New labeling on food packaging will enable consumers in Denmark to see the effect of their shopping on the environment.
Food products will be marked with stickers showing their environmental impact, according to a proposal expected to be included in a new climate package to be presented by the government this week.
“We want to give consumers the means to assess in supermarkets the environmental impact of products,” Minister for the Environment Lars Christian Lilleholt said.
Business interest group the Danish Agriculture & Food Council (DAFC) welcomed the proposal, but said a number of considerations must be made.
“It might be necessary to weigh up the environmental impact against the nutritional value of the product. A bottle of soda may have a low environmental impact, but it is not a product you can live on,” DAFC director Morten Høyer said via a press statement.

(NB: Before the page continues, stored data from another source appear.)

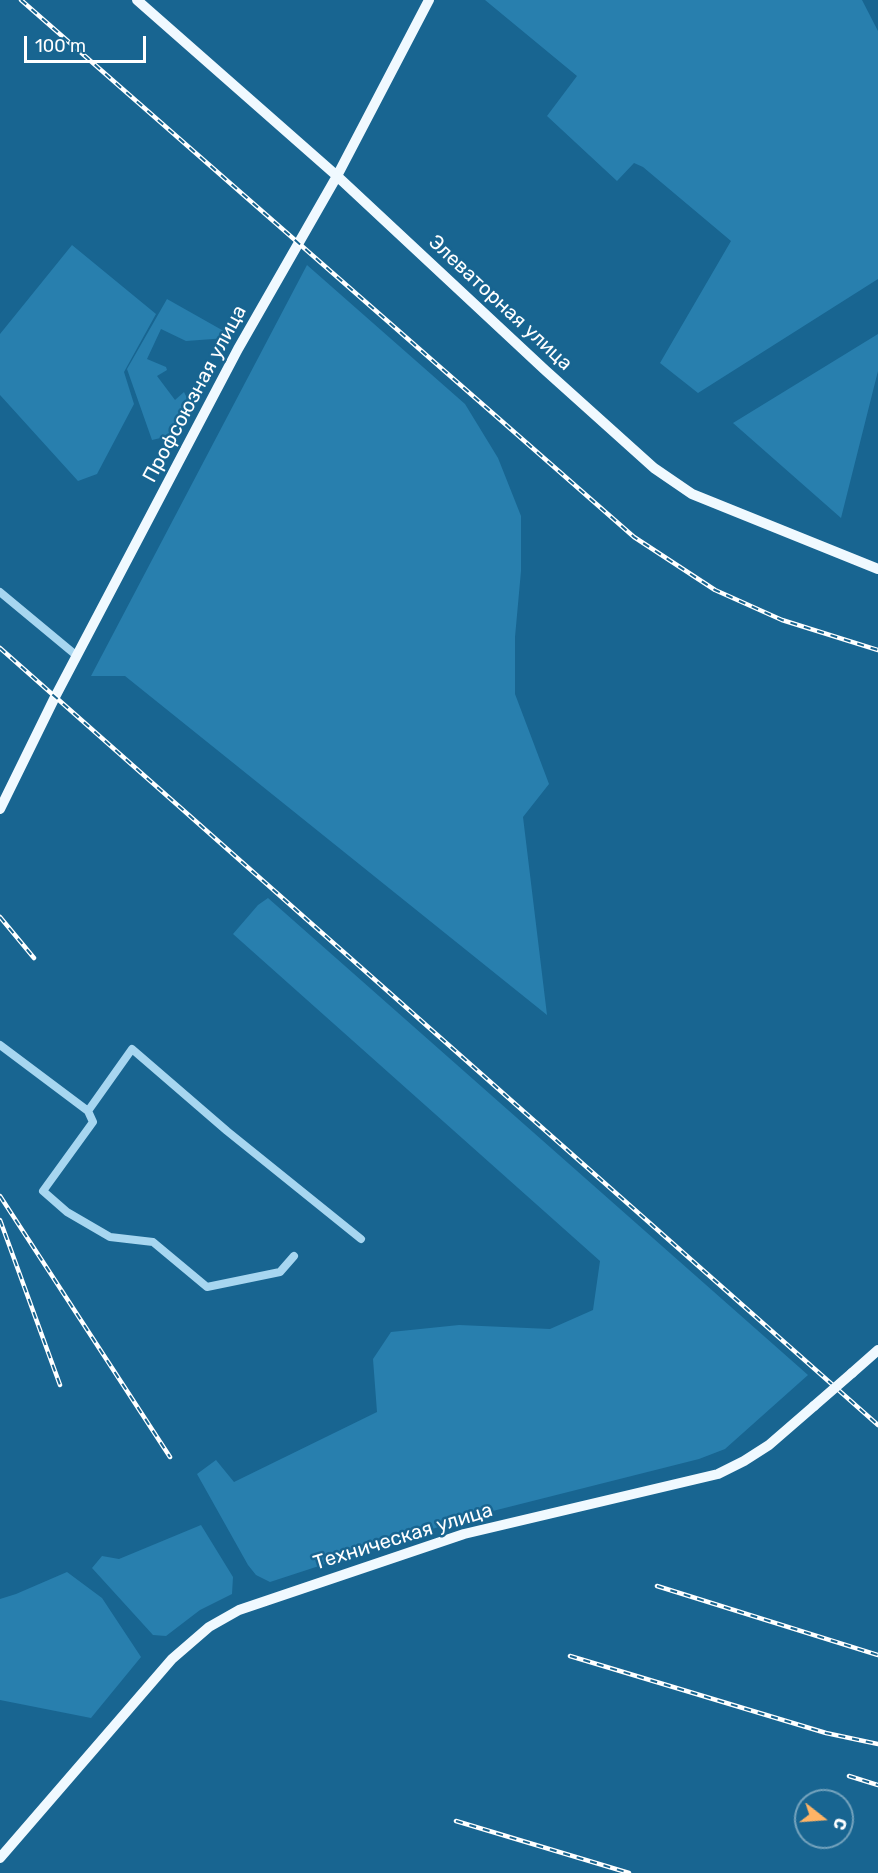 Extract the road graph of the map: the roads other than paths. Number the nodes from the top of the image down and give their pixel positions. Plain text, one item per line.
1 (137, 0) edge
2 (429, 0) edge
3 (337, 176) junction
4 (878, 569) edge
5 (0, 592) edge
6 (77, 656) junction
7 (0, 809) edge
8 (0, 1045) edge
9 (88, 1111) junction
10 (361, 1239) dead end
11 (294, 1256) dead end
12 (878, 1350) edge
13 (0, 1858) edge

1 - 3 main road, Элеваторная улица
2 - 3 main road, Профсоюзная улица
3 - 4 main road, Элеваторная улица
3 - 6 main road, Профсоюзная улица
5 - 6 street
6 - 7 main road, Профсоюзная улица
8 - 9 street
9 - 10 street
9 - 11 street
12 - 13 main road, Техническая улица, bridge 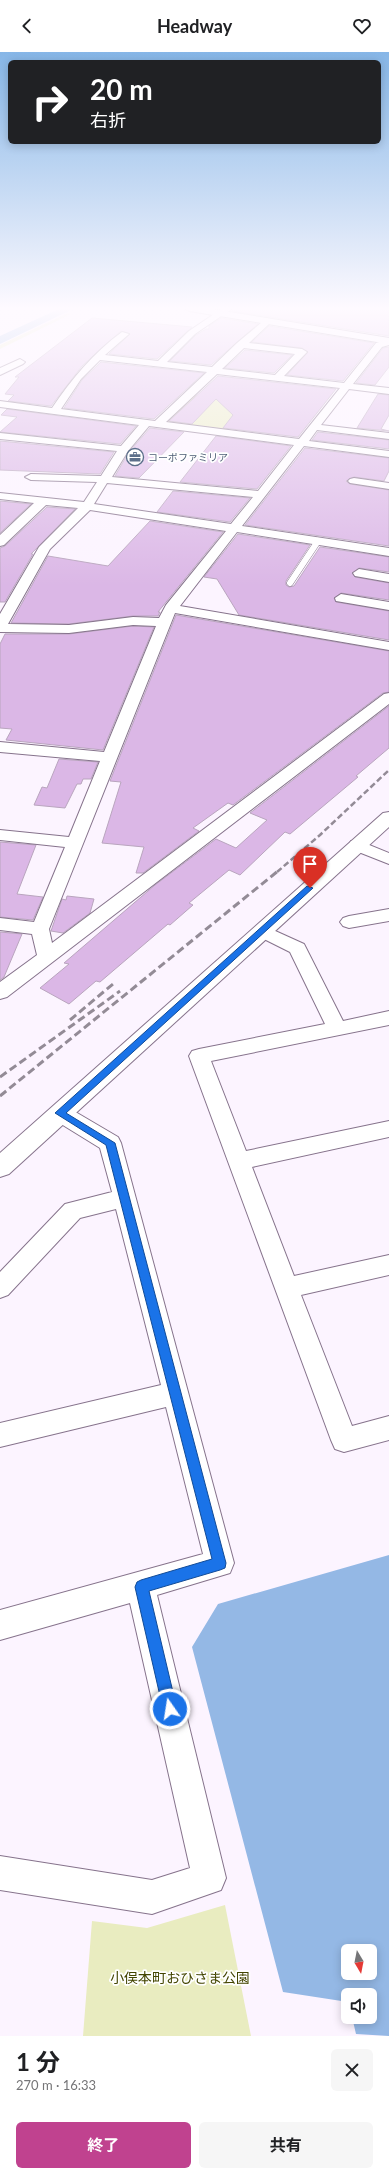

Lilleholt agreed that the plan to implement environmental labeling on food products carried a number of challenges, but stressed the importance of providing consumers with information.
“My impression is that there is a demand for knowledge about how individual consumers can contribute to improving world climate,” the minister said.
Based on voluntary climate markings on food packaging, the government will launch a campaign to make it easier for consumers to make climate-friendly choices, according to the plan.
The initiative will involve a collaboration with supermarkets.
“I will enter into dialogue with the retail sector, butchers and other food producers to open a discussion about how we can implement this in a way that would enable the climate labeling to work,” Lilleholt said.